### Task description
Tally up every line in the records beneath that has "points", and write down only the total.

### Data section
┌──

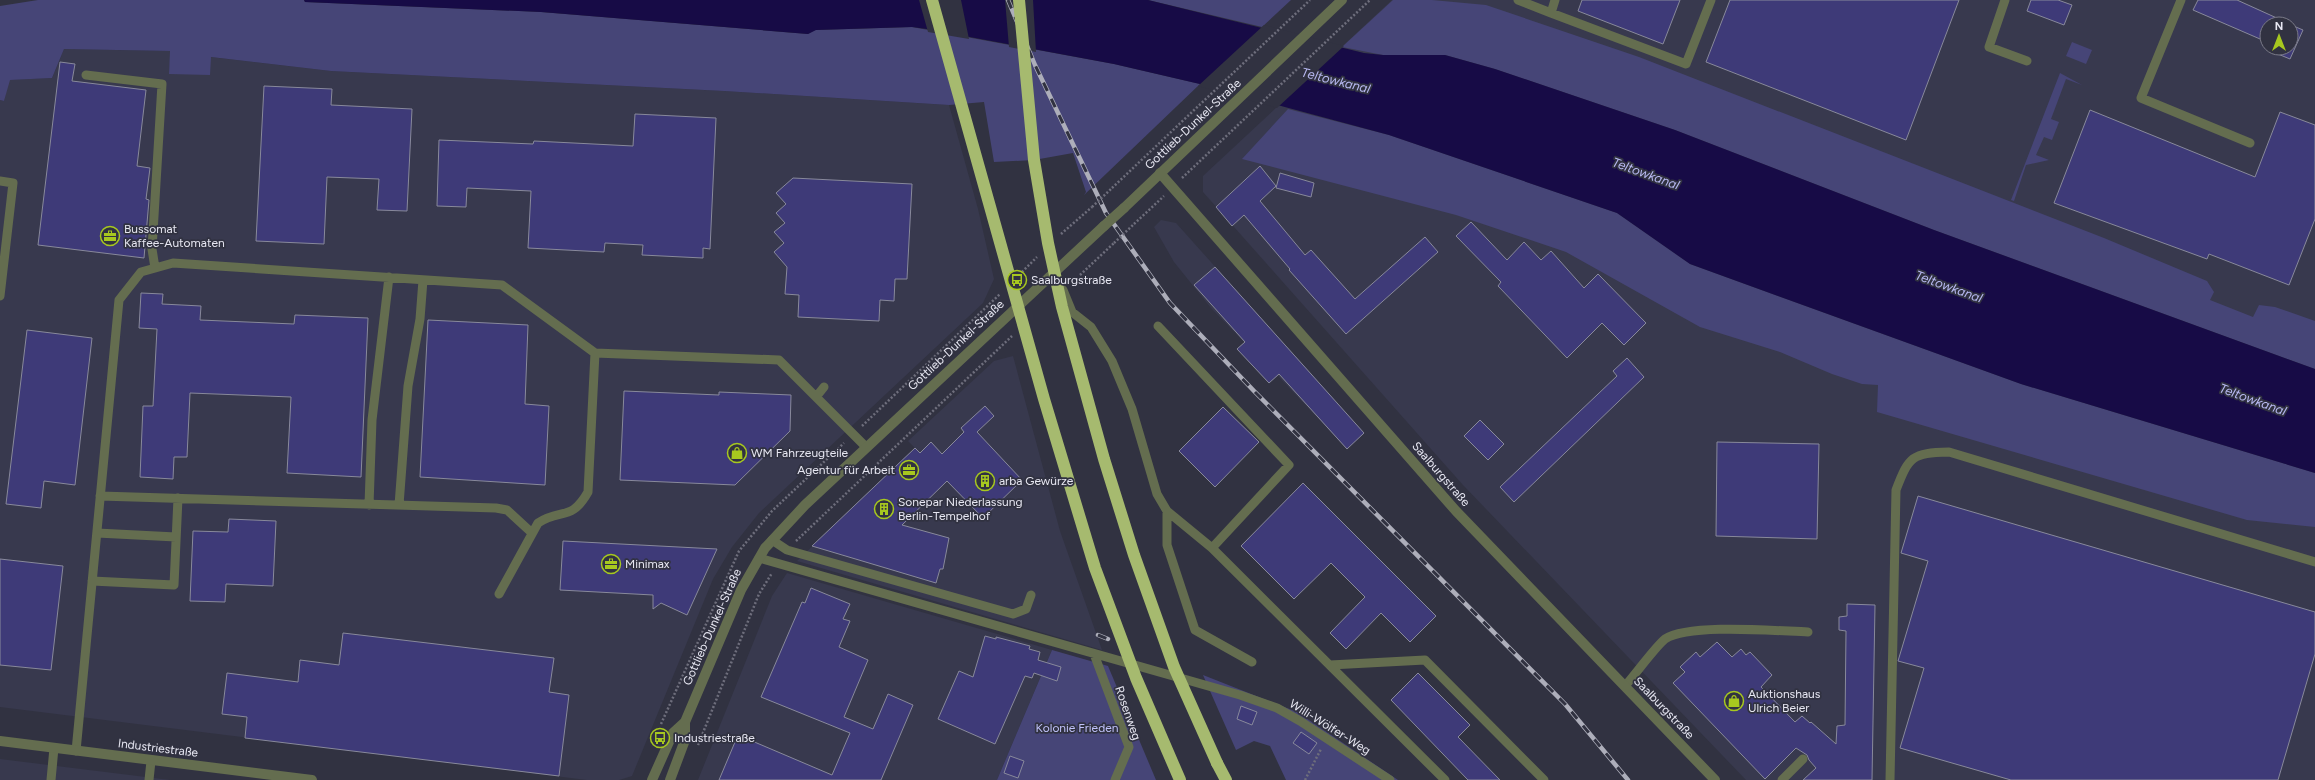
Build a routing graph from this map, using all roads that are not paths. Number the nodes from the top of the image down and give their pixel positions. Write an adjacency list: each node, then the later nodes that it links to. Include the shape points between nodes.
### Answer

└──
┌──

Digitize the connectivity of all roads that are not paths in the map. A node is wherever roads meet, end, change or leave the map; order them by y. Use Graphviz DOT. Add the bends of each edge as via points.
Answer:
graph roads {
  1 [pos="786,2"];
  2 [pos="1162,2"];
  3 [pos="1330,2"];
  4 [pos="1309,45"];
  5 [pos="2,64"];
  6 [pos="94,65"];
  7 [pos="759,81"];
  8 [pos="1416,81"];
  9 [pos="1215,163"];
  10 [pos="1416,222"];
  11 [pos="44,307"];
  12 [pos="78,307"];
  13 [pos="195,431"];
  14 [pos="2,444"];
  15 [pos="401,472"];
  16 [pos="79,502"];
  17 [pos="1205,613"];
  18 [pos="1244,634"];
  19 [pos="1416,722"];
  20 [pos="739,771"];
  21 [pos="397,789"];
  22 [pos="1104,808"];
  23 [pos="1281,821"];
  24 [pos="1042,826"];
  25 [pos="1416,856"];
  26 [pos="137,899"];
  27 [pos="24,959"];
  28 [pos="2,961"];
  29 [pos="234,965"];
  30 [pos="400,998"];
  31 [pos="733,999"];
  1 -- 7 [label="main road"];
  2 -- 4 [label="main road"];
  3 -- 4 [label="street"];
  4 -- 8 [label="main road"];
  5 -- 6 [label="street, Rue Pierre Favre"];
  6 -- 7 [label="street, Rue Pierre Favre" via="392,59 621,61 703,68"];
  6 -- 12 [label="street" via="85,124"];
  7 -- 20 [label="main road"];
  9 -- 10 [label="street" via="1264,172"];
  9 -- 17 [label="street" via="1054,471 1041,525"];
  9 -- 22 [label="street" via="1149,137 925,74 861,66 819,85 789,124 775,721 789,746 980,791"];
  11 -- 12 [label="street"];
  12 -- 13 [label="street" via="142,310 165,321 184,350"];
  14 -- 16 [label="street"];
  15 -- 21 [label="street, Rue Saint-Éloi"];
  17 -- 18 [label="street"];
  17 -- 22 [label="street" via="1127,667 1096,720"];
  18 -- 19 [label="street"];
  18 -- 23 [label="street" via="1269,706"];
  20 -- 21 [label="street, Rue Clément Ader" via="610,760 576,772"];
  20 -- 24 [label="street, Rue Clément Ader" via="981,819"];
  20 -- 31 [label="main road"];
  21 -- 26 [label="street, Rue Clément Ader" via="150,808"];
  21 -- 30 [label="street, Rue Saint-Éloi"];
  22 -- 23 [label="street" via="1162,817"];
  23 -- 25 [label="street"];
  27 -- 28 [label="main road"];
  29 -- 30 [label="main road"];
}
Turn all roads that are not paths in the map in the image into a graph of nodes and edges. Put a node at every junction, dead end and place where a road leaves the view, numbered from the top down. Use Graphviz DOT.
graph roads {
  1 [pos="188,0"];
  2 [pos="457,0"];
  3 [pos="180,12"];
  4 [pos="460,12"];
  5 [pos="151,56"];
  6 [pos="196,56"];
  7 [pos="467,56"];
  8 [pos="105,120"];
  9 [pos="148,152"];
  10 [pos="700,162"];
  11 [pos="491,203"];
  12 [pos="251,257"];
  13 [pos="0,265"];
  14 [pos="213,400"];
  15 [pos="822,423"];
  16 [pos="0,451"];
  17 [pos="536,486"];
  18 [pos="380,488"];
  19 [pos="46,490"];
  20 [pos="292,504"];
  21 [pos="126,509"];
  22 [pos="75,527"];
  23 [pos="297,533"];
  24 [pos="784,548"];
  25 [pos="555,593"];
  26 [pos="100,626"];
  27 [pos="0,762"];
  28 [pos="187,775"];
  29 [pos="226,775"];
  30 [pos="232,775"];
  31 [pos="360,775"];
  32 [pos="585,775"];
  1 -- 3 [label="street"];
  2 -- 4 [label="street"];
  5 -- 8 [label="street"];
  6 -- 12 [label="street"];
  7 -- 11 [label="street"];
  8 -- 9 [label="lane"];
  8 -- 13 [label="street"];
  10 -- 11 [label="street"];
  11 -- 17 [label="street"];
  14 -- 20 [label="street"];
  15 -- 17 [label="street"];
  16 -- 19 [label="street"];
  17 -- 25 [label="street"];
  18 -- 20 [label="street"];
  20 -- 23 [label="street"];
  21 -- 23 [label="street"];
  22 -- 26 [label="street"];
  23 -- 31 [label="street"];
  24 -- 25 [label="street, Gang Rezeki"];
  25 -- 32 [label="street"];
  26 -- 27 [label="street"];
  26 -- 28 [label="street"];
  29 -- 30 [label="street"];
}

└──

### Result of this task
2